The figures add up. Gibraltar’s chief minister, Fabian Picardo, who was a speaker at Malaga University’s summer course in Marbella this week, told the audience of Spanish students that the economy of the Rock will continue to grow after Britain leaves the European Union, and Gibraltar will continue to prosper. He explained that Gibraltar is a small economy so it is very easy to reposition it, and compared it with a cork in water: if there is a storm a small cork will float, he said, while a large ship could find itself in difficulties.
Mr Picardo said that the repositioning of the Gibraltarian economy would be in the services sector, especially finance, insurance and online gaming. The principal clients of Gibraltar companies are in the UK, so leaving the EU will not mean a great change. He said that although the Gibraltarian people are committed Europeans who had voted overwhelmingly for Britain to remain in the EU, and were disappointed in the result of the referendum, they are having to adapt to the result.

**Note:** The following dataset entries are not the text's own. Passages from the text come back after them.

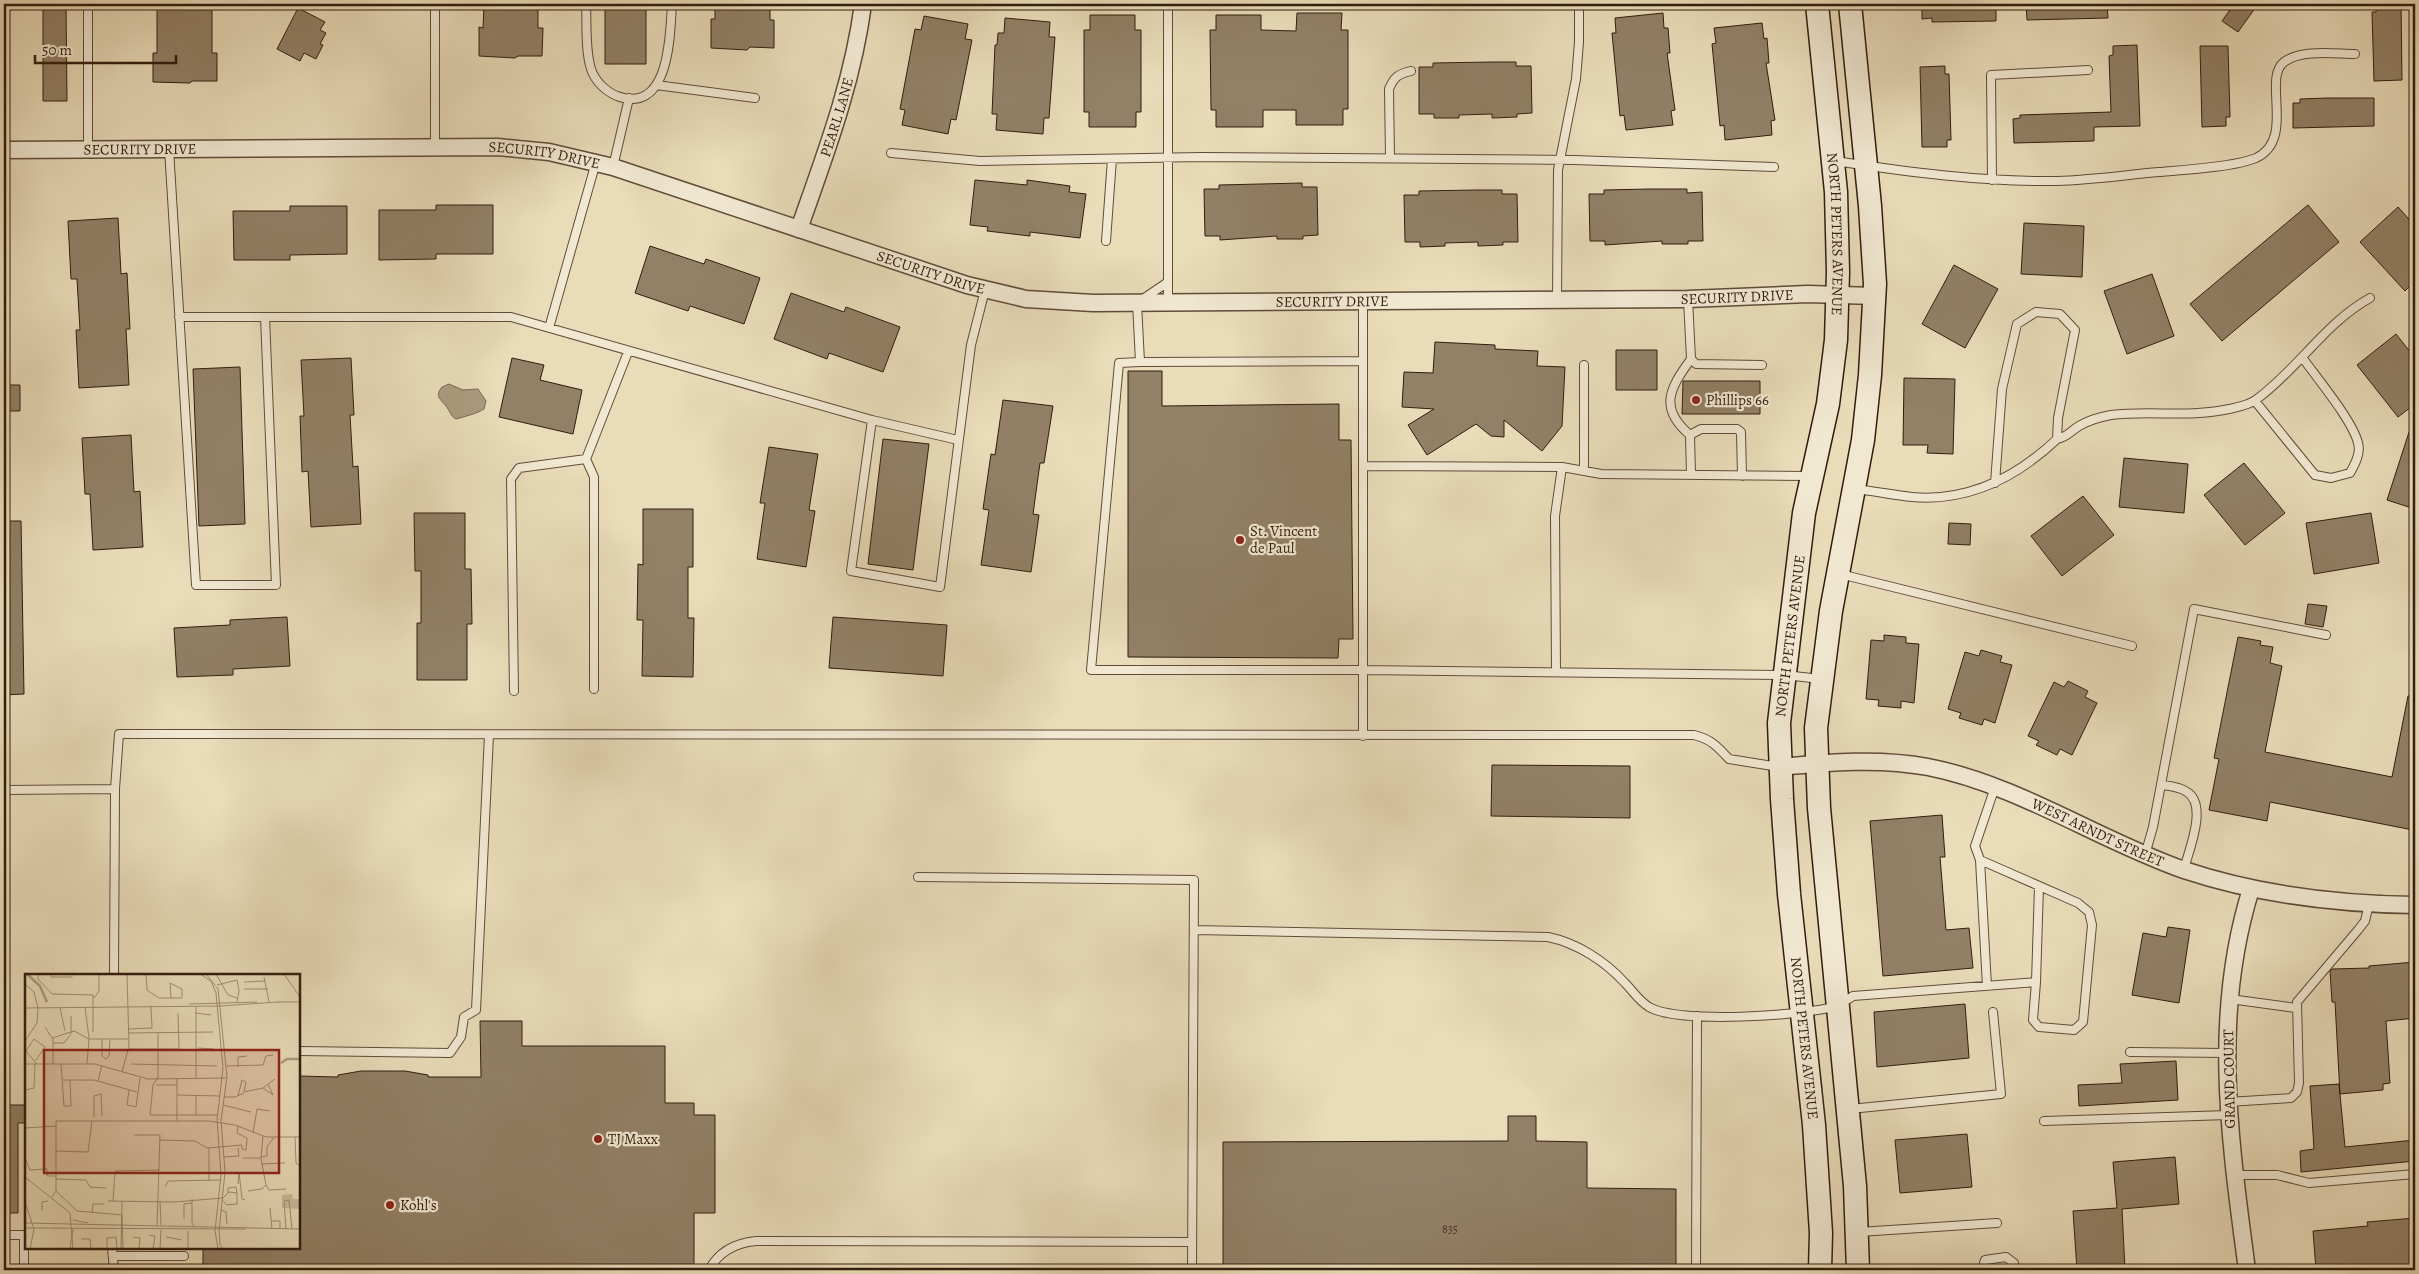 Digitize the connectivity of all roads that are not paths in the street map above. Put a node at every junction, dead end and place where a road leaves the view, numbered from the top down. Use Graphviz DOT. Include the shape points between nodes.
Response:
graph roads {
  1 [pos="88,4"];
  2 [pos="435,4"];
  3 [pos="586,4"];
  4 [pos="672,4"];
  5 [pos="863,4"];
  6 [pos="1168,4"];
  7 [pos="1579,4"];
  8 [pos="1817,4"];
  9 [pos="1850,4"];
  10 [pos="2355,54"];
  11 [pos="2088,70"];
  12 [pos="1410,71"];
  13 [pos="656,85"];
  14 [pos="629,98"];
  15 [pos="755,98"];
  16 [pos="435,147"];
  17 [pos="169,149"];
  18 [pos="4,150"];
  19 [pos="88,150"];
  20 [pos="891,153"];
  21 [pos="1168,158"];
  22 [pos="1390,158"];
  23 [pos="1112,159"];
  24 [pos="1561,160"];
  25 [pos="1833,160"];
  26 [pos="596,162"];
  27 [pos="1866,165"];
  28 [pos="613,167"];
  29 [pos="1774,167"];
  30 [pos="1992,180"];
  31 [pos="800,229"];
  32 [pos="1106,241"];
  33 [pos="1168,282"];
  34 [pos="985,290"];
  35 [pos="1874,296"];
  36 [pos="1837,297"];
  37 [pos="2370,298"];
  38 [pos="1688,299"];
  39 [pos="1557,300"];
  40 [pos="1363,301"];
  41 [pos="1137,303"];
  42 [pos="1168,303"];
  43 [pos="179,317"];
  44 [pos="264,317"];
  45 [pos="549,328"];
  46 [pos="628,352"];
  47 [pos="2302,357"];
  48 [pos="1691,359"];
  49 [pos="1140,362"];
  50 [pos="1363,362"];
  51 [pos="1584,365"];
  52 [pos="1762,365"];
  53 [pos="2255,401"];
  54 [pos="872,420"];
  55 [pos="1690,435"];
  56 [pos="2057,439"];
  57 [pos="958,440"];
  58 [pos="586,459"];
  59 [pos="1363,466"];
  60 [pos="1562,467"];
  61 [pos="1584,471"];
  62 [pos="1691,475"];
  63 [pos="1742,476"];
  64 [pos="1812,476"];
  65 [pos="1995,483"];
  66 [pos="1853,488"];
  67 [pos="1838,574"];
  68 [pos="2326,635"];
  69 [pos="2132,646"];
  70 [pos="1363,670"];
  71 [pos="1556,672"];
  72 [pos="1785,675"];
  73 [pos="1822,679"];
  74 [pos="594,689"];
  75 [pos="514,691"];
  76 [pos="489,735"];
  77 [pos="1363,736"];
  78 [pos="1817,763"];
  79 [pos="1781,767"];
  80 [pos="2161,785"];
  81 [pos="1995,787"];
  82 [pos="115,789"];
  83 [pos="4,790"];
  84 [pos="2144,855"];
  85 [pos="1980,860"];
  86 [pos="2184,870"];
  87 [pos="918,877"];
  88 [pos="2039,886"];
  89 [pos="2251,889"];
  90 [pos="2369,904"];
  91 [pos="2415,904"];
  92 [pos="1194,930"];
  93 [pos="114,974"];
  94 [pos="2036,982"];
  95 [pos="1987,986"];
  96 [pos="2230,1000"];
  97 [pos="1838,1006"];
  98 [pos="2296,1008"];
  99 [pos="1802,1011"];
  100 [pos="1993,1012"];
  101 [pos="1697,1016"];
  102 [pos="300,1051"];
  103 [pos="2130,1052"];
  104 [pos="2227,1053"];
  105 [pos="2227,1108"];
  106 [pos="1848,1110"];
  107 [pos="2044,1121"];
  108 [pos="2415,1174"];
  109 [pos="2234,1175"];
  110 [pos="1997,1223"];
  111 [pos="1857,1232"];
  112 [pos="4,1235"];
  113 [pos="1192,1242"];
  114 [pos="112,1252"];
  115 [pos="184,1256"];
  116 [pos="24,1270"];
  117 [pos="114,1270"];
  118 [pos="709,1270"];
  119 [pos="1192,1270"];
  120 [pos="1696,1270"];
  121 [pos="1820,1270"];
  122 [pos="1858,1270"];
  123 [pos="1982,1270"];
  124 [pos="2015,1270"];
  125 [pos="2247,1270"];
  1 -- 19 [label="lane"];
  2 -- 16 [label="lane"];
  3 -- 14 [label="lane" via="590,63 594,75 610,93"];
  4 -- 13 [label="lane" via="666,63"];
  5 -- 31 [label="street, PEARL LANE" via="847,85"];
  6 -- 21 [label="lane"];
  7 -- 24 [label="lane" via="1576,78"];
  8 -- 25 [label="main road, NORTH PETERS AVENUE"];
  9 -- 27 [label="main road"];
  10 -- 30 [label="lane" via="2309,55 2291,59 2281,66 2277,77 2274,137 2265,152 2254,159 2190,170 2098,178"];
  11 -- 30 [label="lane" via="1991,75"];
  12 -- 22 [label="lane" via="1393,80 1389,89"];
  13 -- 14 [label="lane" via="641,96"];
  13 -- 15 [label="lane"];
  14 -- 28 [label="lane"];
  16 -- 17 [label="street, SECURITY DRIVE"];
  16 -- 26 [label="street, SECURITY DRIVE" via="523,149"];
  17 -- 19 [label="street, SECURITY DRIVE"];
  17 -- 43 [label="lane"];
  18 -- 19 [label="street, SECURITY DRIVE"];
  20 -- 23 [label="lane" via="980,161"];
  21 -- 22 [label="lane"];
  21 -- 23 [label="lane"];
  21 -- 33 [label="lane"];
  22 -- 24 [label="lane"];
  23 -- 32 [label="lane"];
  24 -- 29 [label="lane"];
  24 -- 39 [label="lane" via="1558,170"];
  25 -- 27 [label="lane"];
  25 -- 36 [label="main road, NORTH PETERS AVENUE"];
  26 -- 28 [label="street, SECURITY DRIVE"];
  26 -- 45 [label="lane"];
  27 -- 30 [label="lane"];
  27 -- 35 [label="main road"];
  28 -- 31 [label="street, SECURITY DRIVE"];
  31 -- 34 [label="street, SECURITY DRIVE"];
  33 -- 41 [label="lane"];
  33 -- 42 [label="lane"];
  34 -- 41 [label="street, SECURITY DRIVE" via="1026,299"];
  34 -- 57 [label="lane" via="971,345"];
  35 -- 36 [label="street, SECURITY DRIVE"];
  35 -- 66 [label="main road" via="1863,440"];
  36 -- 38 [label="street, SECURITY DRIVE" via="1808,294"];
  36 -- 64 [label="main road, NORTH PETERS AVENUE" via="1836,340 1828,404"];
  37 -- 47 [label="lane" via="2337,322"];
  38 -- 39 [label="street, SECURITY DRIVE"];
  38 -- 48 [label="lane"];
  39 -- 40 [label="street, SECURITY DRIVE"];
  40 -- 42 [label="street, SECURITY DRIVE"];
  40 -- 50 [label="lane"];
  41 -- 42 [label="street, SECURITY DRIVE"];
  41 -- 49 [label="lane"];
  43 -- 44 [label="lane"];
  43 -- 44 [label="lane" via="196,585 276,585"];
  44 -- 45 [label="lane" via="511,317"];
  45 -- 46 [label="lane"];
  46 -- 54 [label="lane"];
  46 -- 58 [label="lane"];
  47 -- 53 [label="lane"];
  47 -- 53 [label="lane" via="2359,444 2350,473 2332,478 2315,475"];
  48 -- 52 [label="lane" via="1702,366"];
  48 -- 55 [label="lane" via="1674,383 1670,399 1671,410 1680,427"];
  49 -- 50 [label="lane"];
  49 -- 70 [label="lane" via="1119,363 1091,670"];
  50 -- 59 [label="lane"];
  51 -- 61 [label="lane"];
  53 -- 56 [label="lane" via="2197,414 2126,414 2096,418 2063,439"];
  54 -- 57 [label="lane"];
  54 -- 57 [label="lane" via="851,571 940,587"];
  55 -- 62 [label="lane"];
  55 -- 63 [label="lane" via="1701,430 1741,432"];
  56 -- 65 [label="lane" via="2024,468"];
  56 -- 65 [label="lane" via="2075,330 2060,314 2036,312 2017,324 2002,390"];
  58 -- 74 [label="lane" via="594,477"];
  58 -- 75 [label="lane" via="519,468 511,478"];
  59 -- 60 [label="lane"];
  59 -- 70 [label="lane"];
  60 -- 61 [label="lane"];
  60 -- 71 [label="lane" via="1555,516"];
  61 -- 62 [label="lane"];
  62 -- 63 [label="lane"];
  63 -- 64 [label="lane"];
  64 -- 72 [label="main road, NORTH PETERS AVENUE" via="1804,514"];
  65 -- 66 [label="lane" via="1967,493 1937,497 1912,497"];
  66 -- 67 [label="main road"];
  67 -- 69 [label="lane"];
  67 -- 73 [label="main road"];
  68 -- 80 [label="lane" via="2194,608"];
  70 -- 71 [label="lane"];
  70 -- 77 [label="lane"];
  71 -- 72 [label="lane"];
  72 -- 73 [label="lane"];
  72 -- 79 [label="main road, NORTH PETERS AVENUE" via="1780,723"];
  73 -- 78 [label="main road" via="1816,728"];
  76 -- 77 [label="lane"];
  76 -- 82 [label="lane" via="119,734"];
  76 -- 102 [label="lane" via="476,1010 464,1017 461,1037 450,1053"];
  77 -- 79 [label="lane" via="1694,735 1712,741 1729,759"];
  78 -- 79 [label="street, WEST ARNDT STREET"];
  78 -- 81 [label="street, WEST ARNDT STREET" via="1895,762 1955,774"];
  78 -- 97 [label="main road"];
  79 -- 99 [label="main road, NORTH PETERS AVENUE" via="1789,894"];
  80 -- 84 [label="lane"];
  80 -- 86 [label="lane" via="2188,792 2197,808"];
  81 -- 84 [label="street, WEST ARNDT STREET"];
  81 -- 85 [label="lane" via="1975,846"];
  82 -- 83 [label="lane"];
  82 -- 93 [label="lane"];
  84 -- 86 [label="street, WEST ARNDT STREET"];
  85 -- 88 [label="lane"];
  85 -- 95 [label="lane"];
  86 -- 89 [label="street, WEST ARNDT STREET"];
  87 -- 92 [label="lane" via="1194,880"];
  88 -- 94 [label="lane"];
  88 -- 94 [label="lane" via="2078,903 2089,912 2092,924 2082,1022 2074,1030 2039,1028 2033,1020"];
  89 -- 90 [label="street, WEST ARNDT STREET"];
  89 -- 96 [label="street, GRAND COURT"];
  90 -- 91 [label="street, WEST ARNDT STREET"];
  90 -- 98 [label="lane" via="2364,921 2300,998"];
  92 -- 101 [label="lane" via="1548,936 1571,944 1603,963 1653,1009 1670,1015"];
  92 -- 113 [label="lane"];
  94 -- 95 [label="lane"];
  95 -- 97 [label="lane" via="1853,996"];
  96 -- 98 [label="lane"];
  96 -- 104 [label="street, GRAND COURT"];
  97 -- 99 [label="lane"];
  97 -- 106 [label="main road"];
  98 -- 105 [label="lane" via="2297,1092 2291,1098"];
  99 -- 101 [label="lane" via="1730,1017"];
  99 -- 121 [label="main road, NORTH PETERS AVENUE" via="1815,1135"];
  100 -- 106 [label="lane" via="2001,1094"];
  101 -- 120 [label="lane"];
  103 -- 104 [label="lane"];
  104 -- 105 [label="street, GRAND COURT"];
  105 -- 107 [label="lane"];
  105 -- 109 [label="street, GRAND COURT"];
  106 -- 111 [label="main road"];
  108 -- 109 [label="lane" via="2309,1183 2278,1175"];
  109 -- 125 [label="street, GRAND COURT"];
  110 -- 111 [label="lane"];
  111 -- 122 [label="main road"];
  112 -- 116 [label="lane" via="24,1235"];
  113 -- 118 [label="lane" via="756,1241 730,1247"];
  113 -- 119 [label="lane"];
  114 -- 115 [label="lane"];
  114 -- 117 [label="lane"];
  123 -- 124 [label="lane" via="1985,1260 2006,1257 2014,1263"];
}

The chief minister expressed his regret that Spain had opposed the idea of Gibraltar having a different relation with Europe than that of the UK. “With creativity that would have been possible,” he said, but Spain insisted that everything would have to involve joint sovereignty. With regard to workers, he stressed that Spanish people and those of any other European country would maintain their present rights in Gibraltar, no matter what position is adopted by the British government, but Europeans who go to work in Gibraltar after Brexit could find their rights affected by the double veto which Spain insisted on.